The Indian pharmaceutical Industry is in front rank of India’s science-based industries with capabilities in complex field of drug manufacture and technology. A highly organized sector, the Indian Pharma Industry is estimated to be worth $ 4.5bn, growing at about 8 to 9 % annually, 2010 projection $25bn. It boasts of quality producers and many units approved by regulatory authorities in USA and UK.

The sector is highly fragmented with more than 20,000 registered units. The leading 250 pharmaceutical companies control 70% of the market with market leader holding nearly 7% of the market share. It meets around 70% of India’s demand for bulk drugs, drug intermediates, pharmaceutical formulations, chemicals, tablets, capsules, orals and injectibles and is an exporter, mainly to third world countries.

Following the de-licensing of the industry, industrial licensing for most of the drugs and pharmaceutical products has been eliminated. Manufacturers are free to produce drugs approved by the Drug Control Authority.
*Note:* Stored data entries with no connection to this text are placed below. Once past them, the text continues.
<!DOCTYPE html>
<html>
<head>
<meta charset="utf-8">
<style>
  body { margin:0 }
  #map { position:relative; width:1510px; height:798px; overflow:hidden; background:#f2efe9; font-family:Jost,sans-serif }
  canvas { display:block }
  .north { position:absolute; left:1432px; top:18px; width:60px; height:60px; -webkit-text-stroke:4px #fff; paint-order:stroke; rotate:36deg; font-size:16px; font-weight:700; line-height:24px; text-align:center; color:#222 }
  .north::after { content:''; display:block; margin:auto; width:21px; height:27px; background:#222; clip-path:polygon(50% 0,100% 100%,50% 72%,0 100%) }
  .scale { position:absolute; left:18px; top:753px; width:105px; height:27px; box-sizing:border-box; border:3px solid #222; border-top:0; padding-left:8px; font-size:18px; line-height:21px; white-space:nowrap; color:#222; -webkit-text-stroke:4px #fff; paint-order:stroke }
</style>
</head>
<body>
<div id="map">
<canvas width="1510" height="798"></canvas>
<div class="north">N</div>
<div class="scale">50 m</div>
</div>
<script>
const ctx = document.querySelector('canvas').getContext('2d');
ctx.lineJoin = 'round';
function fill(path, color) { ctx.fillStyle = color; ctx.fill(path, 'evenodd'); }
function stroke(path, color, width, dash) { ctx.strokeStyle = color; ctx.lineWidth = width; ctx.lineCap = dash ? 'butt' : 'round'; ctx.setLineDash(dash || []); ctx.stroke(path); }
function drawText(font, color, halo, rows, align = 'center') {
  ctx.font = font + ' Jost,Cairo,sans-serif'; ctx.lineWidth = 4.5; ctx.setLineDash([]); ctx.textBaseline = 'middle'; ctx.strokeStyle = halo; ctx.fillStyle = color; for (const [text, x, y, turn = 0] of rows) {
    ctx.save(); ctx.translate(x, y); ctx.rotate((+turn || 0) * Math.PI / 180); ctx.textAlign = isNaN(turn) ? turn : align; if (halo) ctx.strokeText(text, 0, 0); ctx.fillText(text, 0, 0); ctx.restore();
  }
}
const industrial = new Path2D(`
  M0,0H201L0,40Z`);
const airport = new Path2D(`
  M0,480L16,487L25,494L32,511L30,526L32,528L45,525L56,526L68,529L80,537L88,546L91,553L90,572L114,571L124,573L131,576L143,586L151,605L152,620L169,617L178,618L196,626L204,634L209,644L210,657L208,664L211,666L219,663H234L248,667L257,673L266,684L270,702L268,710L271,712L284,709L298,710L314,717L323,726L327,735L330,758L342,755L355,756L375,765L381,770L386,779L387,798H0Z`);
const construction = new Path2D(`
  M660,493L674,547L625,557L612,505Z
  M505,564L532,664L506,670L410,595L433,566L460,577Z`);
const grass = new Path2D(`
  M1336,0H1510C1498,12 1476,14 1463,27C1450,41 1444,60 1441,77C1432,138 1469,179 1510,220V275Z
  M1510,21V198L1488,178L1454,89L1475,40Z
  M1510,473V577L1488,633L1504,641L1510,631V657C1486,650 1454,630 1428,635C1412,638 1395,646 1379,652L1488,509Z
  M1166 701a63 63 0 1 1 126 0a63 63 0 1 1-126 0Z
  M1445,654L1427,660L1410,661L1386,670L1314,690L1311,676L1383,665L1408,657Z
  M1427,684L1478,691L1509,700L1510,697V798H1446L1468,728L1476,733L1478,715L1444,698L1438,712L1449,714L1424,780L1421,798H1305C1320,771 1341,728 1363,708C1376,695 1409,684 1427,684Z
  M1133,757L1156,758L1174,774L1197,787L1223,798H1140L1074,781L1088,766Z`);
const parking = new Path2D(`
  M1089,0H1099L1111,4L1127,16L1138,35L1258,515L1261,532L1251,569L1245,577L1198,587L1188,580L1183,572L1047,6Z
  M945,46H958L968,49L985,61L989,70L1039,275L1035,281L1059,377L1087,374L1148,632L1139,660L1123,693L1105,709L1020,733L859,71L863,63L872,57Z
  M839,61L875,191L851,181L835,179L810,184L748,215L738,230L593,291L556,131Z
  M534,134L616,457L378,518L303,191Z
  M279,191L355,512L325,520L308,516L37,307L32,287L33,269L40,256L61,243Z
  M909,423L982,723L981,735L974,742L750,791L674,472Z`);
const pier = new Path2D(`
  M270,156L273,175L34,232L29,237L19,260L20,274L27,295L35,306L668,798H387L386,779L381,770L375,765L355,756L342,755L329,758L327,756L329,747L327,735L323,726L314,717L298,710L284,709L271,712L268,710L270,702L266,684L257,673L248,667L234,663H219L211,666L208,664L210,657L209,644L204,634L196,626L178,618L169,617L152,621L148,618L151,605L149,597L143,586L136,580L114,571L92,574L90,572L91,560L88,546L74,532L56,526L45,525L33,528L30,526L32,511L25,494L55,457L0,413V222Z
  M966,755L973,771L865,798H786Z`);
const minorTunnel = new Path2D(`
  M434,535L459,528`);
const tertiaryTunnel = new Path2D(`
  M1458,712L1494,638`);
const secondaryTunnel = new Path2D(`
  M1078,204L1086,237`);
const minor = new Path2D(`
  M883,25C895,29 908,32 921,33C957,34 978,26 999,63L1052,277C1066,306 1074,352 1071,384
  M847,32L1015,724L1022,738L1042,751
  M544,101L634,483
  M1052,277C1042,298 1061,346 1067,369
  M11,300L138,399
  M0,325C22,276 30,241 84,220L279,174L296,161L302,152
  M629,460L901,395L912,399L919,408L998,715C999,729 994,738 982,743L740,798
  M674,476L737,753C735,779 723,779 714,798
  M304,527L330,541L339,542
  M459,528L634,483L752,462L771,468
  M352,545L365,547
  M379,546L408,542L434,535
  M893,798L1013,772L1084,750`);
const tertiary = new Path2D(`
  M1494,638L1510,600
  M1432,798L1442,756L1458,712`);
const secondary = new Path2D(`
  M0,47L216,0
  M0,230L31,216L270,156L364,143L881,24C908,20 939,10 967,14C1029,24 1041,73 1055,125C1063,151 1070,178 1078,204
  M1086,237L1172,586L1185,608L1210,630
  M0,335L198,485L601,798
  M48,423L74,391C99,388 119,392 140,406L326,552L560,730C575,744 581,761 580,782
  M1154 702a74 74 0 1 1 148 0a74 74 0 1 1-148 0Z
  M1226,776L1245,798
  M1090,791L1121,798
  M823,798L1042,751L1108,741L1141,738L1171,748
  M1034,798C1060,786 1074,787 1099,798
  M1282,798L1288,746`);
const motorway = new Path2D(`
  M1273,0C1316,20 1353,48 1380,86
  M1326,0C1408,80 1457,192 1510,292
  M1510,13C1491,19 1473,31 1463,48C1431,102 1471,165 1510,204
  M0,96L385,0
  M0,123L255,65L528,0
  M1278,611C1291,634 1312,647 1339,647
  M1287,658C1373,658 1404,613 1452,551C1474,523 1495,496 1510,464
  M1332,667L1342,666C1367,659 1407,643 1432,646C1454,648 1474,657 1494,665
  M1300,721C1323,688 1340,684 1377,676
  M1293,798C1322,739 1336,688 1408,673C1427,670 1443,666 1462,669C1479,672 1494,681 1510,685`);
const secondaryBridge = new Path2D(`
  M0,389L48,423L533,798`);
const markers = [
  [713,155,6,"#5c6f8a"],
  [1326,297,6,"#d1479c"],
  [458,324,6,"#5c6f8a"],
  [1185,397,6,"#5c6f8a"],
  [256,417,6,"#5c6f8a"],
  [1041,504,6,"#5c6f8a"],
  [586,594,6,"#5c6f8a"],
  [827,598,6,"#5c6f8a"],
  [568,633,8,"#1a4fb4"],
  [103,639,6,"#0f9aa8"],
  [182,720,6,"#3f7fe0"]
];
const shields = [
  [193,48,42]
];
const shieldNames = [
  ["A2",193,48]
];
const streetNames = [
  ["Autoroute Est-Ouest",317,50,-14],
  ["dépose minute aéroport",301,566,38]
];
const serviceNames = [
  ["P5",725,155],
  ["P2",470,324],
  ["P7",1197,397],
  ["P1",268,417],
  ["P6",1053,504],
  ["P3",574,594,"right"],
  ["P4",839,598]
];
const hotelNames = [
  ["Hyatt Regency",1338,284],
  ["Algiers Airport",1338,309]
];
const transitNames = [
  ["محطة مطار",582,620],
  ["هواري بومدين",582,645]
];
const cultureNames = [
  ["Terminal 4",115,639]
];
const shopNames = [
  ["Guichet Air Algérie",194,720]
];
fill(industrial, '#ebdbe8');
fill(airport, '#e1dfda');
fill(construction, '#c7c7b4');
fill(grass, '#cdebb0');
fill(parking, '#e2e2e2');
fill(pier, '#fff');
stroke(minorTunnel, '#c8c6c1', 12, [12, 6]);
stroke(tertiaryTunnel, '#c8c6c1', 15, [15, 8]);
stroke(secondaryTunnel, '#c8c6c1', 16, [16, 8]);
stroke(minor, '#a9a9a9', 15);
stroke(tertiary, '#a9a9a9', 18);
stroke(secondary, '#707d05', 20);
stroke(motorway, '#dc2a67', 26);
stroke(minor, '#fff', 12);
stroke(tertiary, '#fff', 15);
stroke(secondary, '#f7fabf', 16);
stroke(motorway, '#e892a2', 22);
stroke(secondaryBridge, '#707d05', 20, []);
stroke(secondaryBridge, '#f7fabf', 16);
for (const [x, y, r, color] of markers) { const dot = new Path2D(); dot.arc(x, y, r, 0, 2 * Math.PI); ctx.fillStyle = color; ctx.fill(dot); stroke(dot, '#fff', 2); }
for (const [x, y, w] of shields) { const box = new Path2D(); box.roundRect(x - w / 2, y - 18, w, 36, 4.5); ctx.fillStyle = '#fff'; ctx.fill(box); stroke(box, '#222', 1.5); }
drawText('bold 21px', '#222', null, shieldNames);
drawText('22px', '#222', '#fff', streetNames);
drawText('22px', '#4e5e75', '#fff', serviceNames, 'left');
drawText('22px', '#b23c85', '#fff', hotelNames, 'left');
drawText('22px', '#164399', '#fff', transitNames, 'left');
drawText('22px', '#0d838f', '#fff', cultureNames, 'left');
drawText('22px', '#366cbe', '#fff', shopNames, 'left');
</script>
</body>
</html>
The Industry, with its rich scientific talents and research capabilities, supported by Intellectual Property Protection regime is well set to take on the world market.In October 2011, GSK said it had earmarked $2bn for appropriate acquisitions in India.

Information technology

CISCO: in Sold on India, Business Week Nov 25, 2005: The networking giant sees an edge there, even with most competitors resolutely set on growth in China’. Partly because of earlier major investment in China and partly because of concern of local firms ‘copying’ Cisco technology; e.g. law suit against Huawei was settled out of court.
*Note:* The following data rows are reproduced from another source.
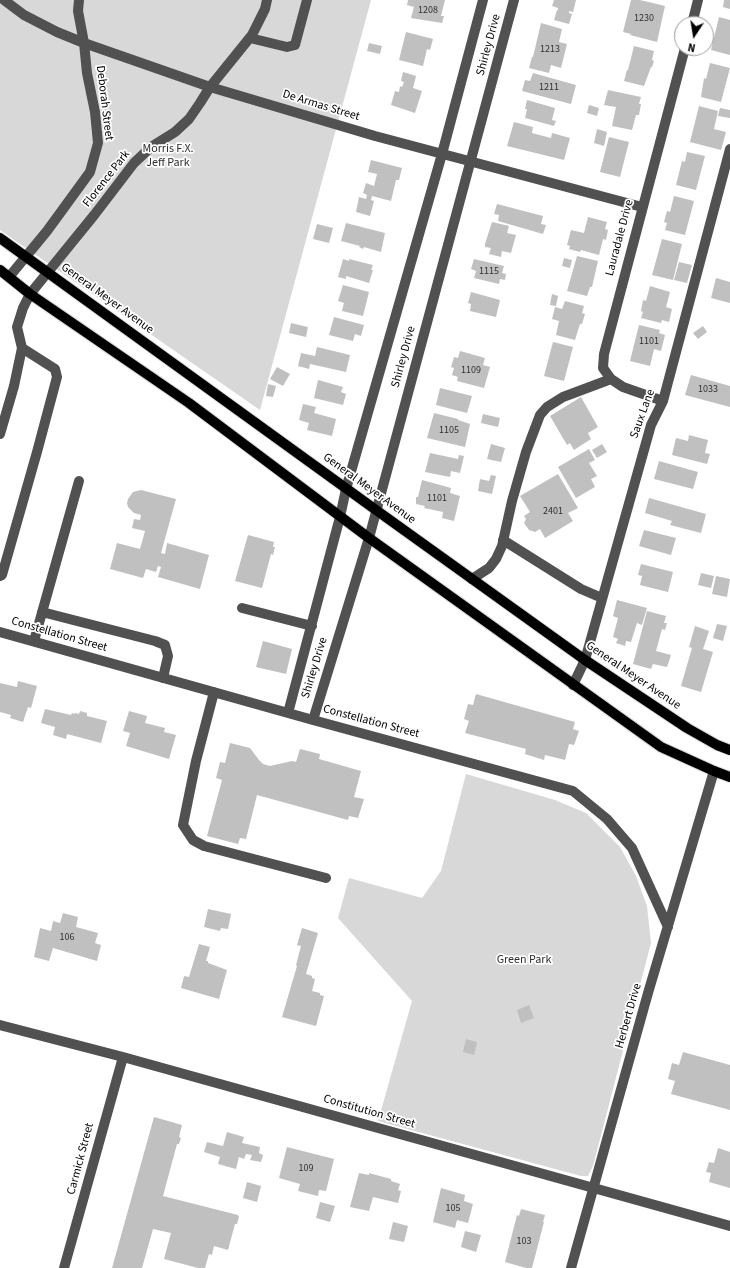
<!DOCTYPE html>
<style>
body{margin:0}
#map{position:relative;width:730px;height:1268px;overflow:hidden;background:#fff;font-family:"Source Sans 3",sans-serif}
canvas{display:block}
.north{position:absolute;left:674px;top:16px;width:40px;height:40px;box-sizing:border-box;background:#fff;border:1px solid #999;border-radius:50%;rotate:192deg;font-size:11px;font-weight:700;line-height:16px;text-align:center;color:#000}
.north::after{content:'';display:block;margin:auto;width:14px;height:18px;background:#000;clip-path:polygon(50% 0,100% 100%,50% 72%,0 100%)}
</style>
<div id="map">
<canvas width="730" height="1268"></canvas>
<div class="north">N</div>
</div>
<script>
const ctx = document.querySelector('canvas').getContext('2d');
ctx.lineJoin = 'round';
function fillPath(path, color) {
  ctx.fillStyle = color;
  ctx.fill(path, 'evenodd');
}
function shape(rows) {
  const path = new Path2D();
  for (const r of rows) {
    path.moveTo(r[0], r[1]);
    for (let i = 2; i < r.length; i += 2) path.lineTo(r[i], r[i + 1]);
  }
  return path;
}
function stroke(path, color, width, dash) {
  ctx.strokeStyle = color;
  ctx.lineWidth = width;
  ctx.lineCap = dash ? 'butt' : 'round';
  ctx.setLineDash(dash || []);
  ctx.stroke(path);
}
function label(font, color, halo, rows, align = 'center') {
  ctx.font = font + ' "Source Sans 3",sans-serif';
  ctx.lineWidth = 3.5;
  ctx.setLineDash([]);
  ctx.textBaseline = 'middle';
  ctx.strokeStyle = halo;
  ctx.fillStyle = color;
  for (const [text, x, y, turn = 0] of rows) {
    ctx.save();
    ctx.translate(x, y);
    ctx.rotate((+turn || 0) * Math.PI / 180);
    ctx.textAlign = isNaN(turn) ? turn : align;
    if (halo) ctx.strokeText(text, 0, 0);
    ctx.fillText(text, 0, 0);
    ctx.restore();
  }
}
const green = shape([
 [0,0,371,0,260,410,0,230],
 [466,774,555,800,586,813,620,847,636,876,647,906,651,943,593,1166,588,1176,581,1176,378,1121,412,1001,338,918,349,878,422,898,441,871]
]);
const building = shape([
 [408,0,445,0,441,16,444,16,442,23,411,18,414,7,407,5],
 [554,0,576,0,573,12,569,11,569,13,572,14,569,24,554,20,557,10,558,10,558,8,552,6],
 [631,0,640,0,665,6,657,42,630,35,631,34,623,32],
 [724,0,730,0,730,9,723,7],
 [719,17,730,20,730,55,711,50],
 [541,23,562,29,559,42,567,44,561,68,551,65,549,73,529,68,532,57,533,57],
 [406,32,433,39,430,50,427,49,423,66,399,60],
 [369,43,382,46,380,54,367,51],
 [634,46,654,51,652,60,654,61,652,67,651,67,644,86,624,81,627,70,628,70],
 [710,63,730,68,721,102,701,97,704,78,706,79],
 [403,72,416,76,413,88,422,91,415,113,391,105,395,91,399,92,400,86,402,87,404,82,401,81],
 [533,73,576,85,571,104,522,91,525,80,530,81],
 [608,90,641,97,639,104,641,104,639,115,636,115,632,130,612,126,616,107,604,105],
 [527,100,555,108,552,120,556,121,554,126,525,118,527,109,525,109],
 [589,105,599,108,597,116,587,113],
 [699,106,718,111,714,129,726,132,721,150,690,142],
 [720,108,730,110,730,118,718,116],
 [514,122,533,127,532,133,551,138,552,133,570,138,564,160,507,146],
 [597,129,607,132,604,146,594,143],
 [609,137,629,142,620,177,600,172],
 [687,152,705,156,696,190,676,185,682,161,685,162],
 [371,160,402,168,399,180,396,180,391,201,372,196,371,200,374,201,370,216,356,212,359,197,366,199,367,195,363,193,366,183,374,186,377,174,368,172],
 [674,196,694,201,685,235,665,230,667,223,664,222,667,211,670,212],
 [497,204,543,216,541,224,546,225,543,234,498,221,499,215,494,214],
 [588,217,607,222,605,229,608,230,606,240,603,239,599,255,581,250,580,252,569,249,570,246,567,245,571,230,584,233],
 [492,222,509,226,507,233,516,235,511,253,502,251,501,257,489,254,491,248,485,247,485,244],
 [346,223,385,233,381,252,364,247,363,249,359,247,360,246,341,241],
 [317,224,333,228,329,243,313,239],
 [662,239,682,244,673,280,652,275],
 [577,256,598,261,592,287,590,287,587,296,567,291],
 [564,258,572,260,570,268,562,266],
 [343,259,349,261,349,259,373,265,371,270,373,270,369,283,346,276,346,279,338,277],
 [474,259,504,266,502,273,506,274,505,280,500,279,499,284,474,278,476,271,471,269],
 [679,262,692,265,687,283,674,280],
 [716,278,730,282,730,303,711,298],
 [343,285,369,292,363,316,342,311,344,303,338,301],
 [650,286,670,292,666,307,672,309,669,322,662,320,661,323,641,318,643,312,641,311,643,300,646,301],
 [471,292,500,300,496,317,470,311,471,304,468,303],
 [552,294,558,296,556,306,550,305],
 [565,301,584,306,582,313,585,314,582,324,580,324,575,340,556,335,559,321,552,319,555,307,562,309],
 [334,317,364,325,361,336,355,334,353,341,329,335],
 [291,323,308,327,306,337,289,333],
 [639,325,660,330,659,333,665,335,661,351,654,349,650,366,630,361],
 [703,326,707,332,698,339,693,333],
 [553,342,573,347,564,381,544,376],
 [317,347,350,355,346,372,310,364,309,369,298,366,301,353,315,356],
 [460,351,485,358,483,365,490,367,484,388,457,381,458,377,452,375,454,368,451,367,454,357,458,358],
 [277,367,290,374,283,386,270,379],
 [691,375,730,386,730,407,685,395],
 [318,380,343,387,341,392,346,394,343,405,314,398],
 [268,384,276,386,273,397,266,396],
 [440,388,472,396,467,413,436,405],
 [581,397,598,427,588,433,591,439,574,450,570,443,567,445,550,416],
 [303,404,316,407,314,413,336,419,332,436,307,430,309,423,299,420],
 [434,413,458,419,458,420,470,424,465,447,427,438],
 [483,414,500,418,498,427,481,423],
 [689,435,708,440,705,453,710,454,707,464,672,455,676,438,688,441],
 [491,444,505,448,501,462,487,459],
 [602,444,607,452,597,458,592,450],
 [589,449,595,460,589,463,597,476,591,479,595,487,576,498,558,467],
 [430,453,458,459,459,455,464,456,460,473,451,471,450,477,425,472],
 [659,461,698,472,693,489,654,479],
 [558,474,578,508,568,513,573,521,545,538,540,529,535,532,529,530,524,523,526,519,524,516,530,512,520,496],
 [491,475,496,476,492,494,478,491,480,479,489,481],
 [422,480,451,488,450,493,460,496,454,521,442,518,443,512,424,508,425,506,416,504,416,497,418,497],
 [141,490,176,499,161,553,165,554,167,543,209,555,200,589,158,577,161,567,158,566,156,572,146,569,143,578,110,569,117,543,140,549,145,531,132,528,134,519,140,520,141,515,134,513,128,507,127,503,128,499,133,492],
 [649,498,706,514,701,533,670,525,672,521,645,513],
 [644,530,676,538,671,555,639,546],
 [248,535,274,542,273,547,275,547,273,555,271,554,262,588,235,581],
 [641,564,673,572,668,592,640,585,642,576,638,575],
 [701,573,714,576,711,588,698,585],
 [716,576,730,579,727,597,712,594],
 [617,600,647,608,642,625,637,623,631,642,626,641,625,646,616,643,618,639,613,637,618,618,613,616],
 [647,611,666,616,664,623,667,623,665,630,662,629,656,651,671,655,667,667,653,664,651,669,633,664],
 [717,624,727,626,723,641,713,638],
 [695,626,709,631,703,649,713,652,701,692,681,686,692,648,689,647],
 [263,641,292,649,286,674,256,667],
 [18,681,37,686,31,708,28,707,23,722,10,718,11,715,0,712,0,683,17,687],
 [476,694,575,722,573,729,579,731,574,745,569,744,565,760,545,755,544,760,525,754,526,749,465,733,469,721,464,719,468,704,473,705],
 [45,709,71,715,72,713,74,714,75,713,79,714,80,711,87,713,87,716,107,721,101,743,67,734,66,739,53,735,55,727,41,723],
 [129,711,147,716,145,723,165,728,164,732,176,735,169,759,126,746,130,733,123,731],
 [230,743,250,748,259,760,263,764,270,766,292,761,296,762,300,749,320,754,319,759,361,771,354,797,364,799,358,818,349,816,348,820,257,795,246,839,240,838,238,844,207,836,222,780,216,778,220,762,225,763],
 [208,909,231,914,228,929,221,928,220,931,204,927],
 [63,913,78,917,76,927,98,933,95,943,101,945,97,961,53,948,49,961,34,957,40,928,51,931,53,921,60,923],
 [302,928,318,933,306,974,312,976,312,978,315,979,312,991,320,993,320,995,324,996,316,1026,282,1017,297,966,296,965,301,946,297,945],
 [199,944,210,947,206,961,208,961,208,963,227,970,219,999,181,988,184,976,189,977],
 [529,1005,534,1018,521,1023,517,1010],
 [466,1039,477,1042,474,1055,463,1052],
 [683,1052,730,1065,730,1110,671,1094,675,1081,668,1079,672,1063,679,1065],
 [154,1117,182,1125,179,1137,181,1138,179,1144,177,1144,163,1196,238,1215,239,1217,237,1224,235,1224,228,1250,214,1246,212,1255,209,1254,205,1268,198,1268,164,1259,171,1233,153,1229,142,1268,112,1268],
 [227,1132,244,1137,242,1143,260,1147,259,1153,263,1155,261,1162,250,1160,252,1155,246,1154,244,1159,239,1157,236,1169,218,1164,220,1157,204,1152,207,1142,223,1146],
 [287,1147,334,1159,326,1191,319,1190,318,1196,298,1191,300,1184,279,1178],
 [718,1148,730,1152,730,1188,709,1182,711,1173,706,1172,709,1162,714,1163],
 [359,1173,369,1175,369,1173,391,1179,391,1181,400,1184,398,1190,401,1191,398,1203,373,1197,369,1211,350,1207],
 [247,1182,261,1186,257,1202,243,1198],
 [441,1188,465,1195,464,1201,473,1204,468,1223,457,1220,455,1228,433,1222],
 [320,1202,335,1206,330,1222,316,1218],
 [521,1209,545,1215,543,1222,544,1222,532,1268,526,1268,505,1262,517,1215,519,1216],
 [393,1222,408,1226,404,1242,389,1239],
 [465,1231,481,1235,476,1252,461,1247]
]);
const minor = shape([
 [4,0,24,15,57,32,84,43,210,87,375,136,642,207],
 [692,24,698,0],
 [250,38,287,47,295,45,307,0],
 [9,277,47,231,90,172,98,143,95,112,87,73,84,43,78,11,79,0],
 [663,401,623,387,611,379,603,368,604,354,685,48],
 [0,434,14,386,22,348,17,327,23,308,30,294,95,214,134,163,151,147,175,132,189,119,200,103,210,87,252,35,265,9,267,0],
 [503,540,581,589,602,598],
 [0,576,2,575,37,452,57,377,55,369,22,348],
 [472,579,489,568,496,559,502,546,512,501,526,452,540,415,547,407,563,397,611,379],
 [242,608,312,626],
 [42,612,155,641,165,645,168,656,163,678],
 [0,632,313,720,573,791,607,819,632,848,668,927],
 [34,641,79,481],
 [573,685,585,660,651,425,663,401,730,149],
 [214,692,196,761,183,825,193,840,204,846,326,878],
 [288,713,340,517,346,489,442,154,483,0],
 [313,720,369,538,514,0],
 [0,1025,123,1057,730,1226],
 [64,1268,123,1057],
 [571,1268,648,993,714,771]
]);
const major = shape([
 [0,238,376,510,585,660,687,728,717,745,730,750],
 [0,270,30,294,189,403,369,538,661,747,714,771,730,777]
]);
const numberNames = [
 ["1208",428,11],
 ["1230",644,19],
 ["1213",550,50],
 ["1211",549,88],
 ["1115",489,272],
 ["1101",649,342],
 ["1109",471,371],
 ["1033",708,390],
 ["1105",449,431],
 ["1101",437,499],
 ["2401",553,512],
 ["106",67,938],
 ["109",306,1169],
 ["105",453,1209],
 ["103",524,1242]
];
const streetNames = [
 ["Shirley Drive",489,45,-75],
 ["Deborah Street",104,103,83],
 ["De Armas Street",321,106,17],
 ["Florence Park",107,179,-52],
 ["Lauradale Drive",620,238,-75],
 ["General Meyer Avenue",107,299,36],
 ["Shirley Drive",404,357,-75],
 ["Saux Lane",643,414,-70],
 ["General Meyer Avenue",369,489,36],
 ["Constellation Street",59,635,16],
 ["Shirley Drive",315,668,-73],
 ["General Meyer Avenue",633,676,34],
 ["Constellation Street",371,722,15],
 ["Herbert Drive",629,1016,-74],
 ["Constitution Street",369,1112,16],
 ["Carmick Street",81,1159,-75]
];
const parkNames = [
 ["Morris F.X.",168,149],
 ["Jeff Park",168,163],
 ["Green Park",524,960]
];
fillPath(green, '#d8d8d8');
fillPath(building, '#c0c0c0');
stroke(major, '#dbdbdb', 12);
stroke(minor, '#515151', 10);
stroke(major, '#000', 10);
label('10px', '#303030', null, numberNames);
label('12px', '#000', '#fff', streetNames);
label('12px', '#2f2f2f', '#fff', parkNames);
</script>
India is home to many of the top IT services firms: Wipro, Infosys, Satyam and TCS – Tata Consulting Services employs 160,000 in India and has its largest employment outside of India in US with 14,000 staff. TCS has a plan to be amongst the top 3 IT companies in each of the BRIC countries. In 2008-09 IT and BPO accounted for $60bn of which $46bn were exports.

Wages are rising in India and despite steady flow of new graduates, Indian IT services firms are now opening operations in Mexico, Brazil, Poland, and even China – to tap into local markets. Part of the reason is that only 15% of the fresh graduates are deemed suitable.  So Infosys and others have set up their own universities to train up to 50,000 people a year.

In fact IBM India has grown steadily since is now largest entity outside of US, 74,000 employees. No 4 after TCS, Infosys and WIPRO.

The recent recession hardly affected India as it is not yet a major exporter and consumer spending rose as well at the cost of household savings. The IT sector, while affected, was not impacted as the ‘hard industries’ would have been. Local industries were hardly affected.